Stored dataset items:
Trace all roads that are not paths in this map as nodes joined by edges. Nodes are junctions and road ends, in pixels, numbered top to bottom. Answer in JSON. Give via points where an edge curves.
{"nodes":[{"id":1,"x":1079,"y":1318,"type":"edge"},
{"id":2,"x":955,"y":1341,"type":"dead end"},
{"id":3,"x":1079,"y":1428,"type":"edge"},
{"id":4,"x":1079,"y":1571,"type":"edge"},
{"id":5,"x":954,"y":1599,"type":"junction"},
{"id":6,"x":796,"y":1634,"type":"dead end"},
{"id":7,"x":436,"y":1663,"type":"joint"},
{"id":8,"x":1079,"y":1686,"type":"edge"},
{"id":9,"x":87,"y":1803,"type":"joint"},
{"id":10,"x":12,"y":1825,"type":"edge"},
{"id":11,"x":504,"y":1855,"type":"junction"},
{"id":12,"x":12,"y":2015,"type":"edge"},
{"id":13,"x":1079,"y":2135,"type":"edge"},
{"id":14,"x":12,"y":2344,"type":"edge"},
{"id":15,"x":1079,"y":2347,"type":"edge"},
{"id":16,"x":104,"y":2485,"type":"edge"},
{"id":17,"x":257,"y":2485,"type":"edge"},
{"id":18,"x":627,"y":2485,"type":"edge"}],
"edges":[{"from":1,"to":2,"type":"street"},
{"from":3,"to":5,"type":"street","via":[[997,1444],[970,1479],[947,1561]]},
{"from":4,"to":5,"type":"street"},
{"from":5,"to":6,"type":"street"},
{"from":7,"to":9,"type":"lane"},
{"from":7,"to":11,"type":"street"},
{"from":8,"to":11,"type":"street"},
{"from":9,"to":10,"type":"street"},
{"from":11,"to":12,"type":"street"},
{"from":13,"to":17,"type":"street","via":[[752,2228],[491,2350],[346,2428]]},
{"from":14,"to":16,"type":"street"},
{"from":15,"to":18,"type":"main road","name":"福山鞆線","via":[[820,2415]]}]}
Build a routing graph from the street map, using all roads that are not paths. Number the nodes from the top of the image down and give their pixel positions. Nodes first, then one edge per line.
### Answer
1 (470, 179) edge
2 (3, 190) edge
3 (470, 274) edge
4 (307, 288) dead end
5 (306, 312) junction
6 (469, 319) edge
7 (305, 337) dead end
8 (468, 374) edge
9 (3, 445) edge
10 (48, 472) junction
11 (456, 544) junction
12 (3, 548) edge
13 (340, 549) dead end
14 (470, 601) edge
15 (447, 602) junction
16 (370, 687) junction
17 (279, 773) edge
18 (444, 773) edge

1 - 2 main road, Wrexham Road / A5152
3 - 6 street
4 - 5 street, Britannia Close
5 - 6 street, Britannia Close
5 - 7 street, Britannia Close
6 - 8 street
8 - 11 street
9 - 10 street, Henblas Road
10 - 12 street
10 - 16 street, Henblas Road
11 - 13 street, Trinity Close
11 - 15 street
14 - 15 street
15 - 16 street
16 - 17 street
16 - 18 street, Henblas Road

Task statement:
Please set down all of the records exactly.

Solution for this problem:
Trace all roads that are not paths in this map as nodes joined by edges. Nodes are junctions and road ends, in pixels, numbered top to bottom. Answer in JSON. Give via points where an edge curves.
{"nodes":[{"id":1,"x":1079,"y":1318,"type":"edge"},
{"id":2,"x":955,"y":1341,"type":"dead end"},
{"id":3,"x":1079,"y":1428,"type":"edge"},
{"id":4,"x":1079,"y":1571,"type":"edge"},
{"id":5,"x":954,"y":1599,"type":"junction"},
{"id":6,"x":796,"y":1634,"type":"dead end"},
{"id":7,"x":436,"y":1663,"type":"joint"},
{"id":8,"x":1079,"y":1686,"type":"edge"},
{"id":9,"x":87,"y":1803,"type":"joint"},
{"id":10,"x":12,"y":1825,"type":"edge"},
{"id":11,"x":504,"y":1855,"type":"junction"},
{"id":12,"x":12,"y":2015,"type":"edge"},
{"id":13,"x":1079,"y":2135,"type":"edge"},
{"id":14,"x":12,"y":2344,"type":"edge"},
{"id":15,"x":1079,"y":2347,"type":"edge"},
{"id":16,"x":104,"y":2485,"type":"edge"},
{"id":17,"x":257,"y":2485,"type":"edge"},
{"id":18,"x":627,"y":2485,"type":"edge"}],
"edges":[{"from":1,"to":2,"type":"street"},
{"from":3,"to":5,"type":"street","via":[[997,1444],[970,1479],[947,1561]]},
{"from":4,"to":5,"type":"street"},
{"from":5,"to":6,"type":"street"},
{"from":7,"to":9,"type":"lane"},
{"from":7,"to":11,"type":"street"},
{"from":8,"to":11,"type":"street"},
{"from":9,"to":10,"type":"street"},
{"from":11,"to":12,"type":"street"},
{"from":13,"to":17,"type":"street","via":[[752,2228],[491,2350],[346,2428]]},
{"from":14,"to":16,"type":"street"},
{"from":15,"to":18,"type":"main road","name":"福山鞆線","via":[[820,2415]]}]}
Build a routing graph from the street map, using all roads that are not paths. Number the nodes from the top of the image down and give their pixel positions. Nodes first, then one edge per line.
### Answer
1 (470, 179) edge
2 (3, 190) edge
3 (470, 274) edge
4 (307, 288) dead end
5 (306, 312) junction
6 (469, 319) edge
7 (305, 337) dead end
8 (468, 374) edge
9 (3, 445) edge
10 (48, 472) junction
11 (456, 544) junction
12 (3, 548) edge
13 (340, 549) dead end
14 (470, 601) edge
15 (447, 602) junction
16 (370, 687) junction
17 (279, 773) edge
18 (444, 773) edge

1 - 2 main road, Wrexham Road / A5152
3 - 6 street
4 - 5 street, Britannia Close
5 - 6 street, Britannia Close
5 - 7 street, Britannia Close
6 - 8 street
8 - 11 street
9 - 10 street, Henblas Road
10 - 12 street
10 - 16 street, Henblas Road
11 - 13 street, Trinity Close
11 - 15 street
14 - 15 street
15 - 16 street
16 - 17 street
16 - 18 street, Henblas Road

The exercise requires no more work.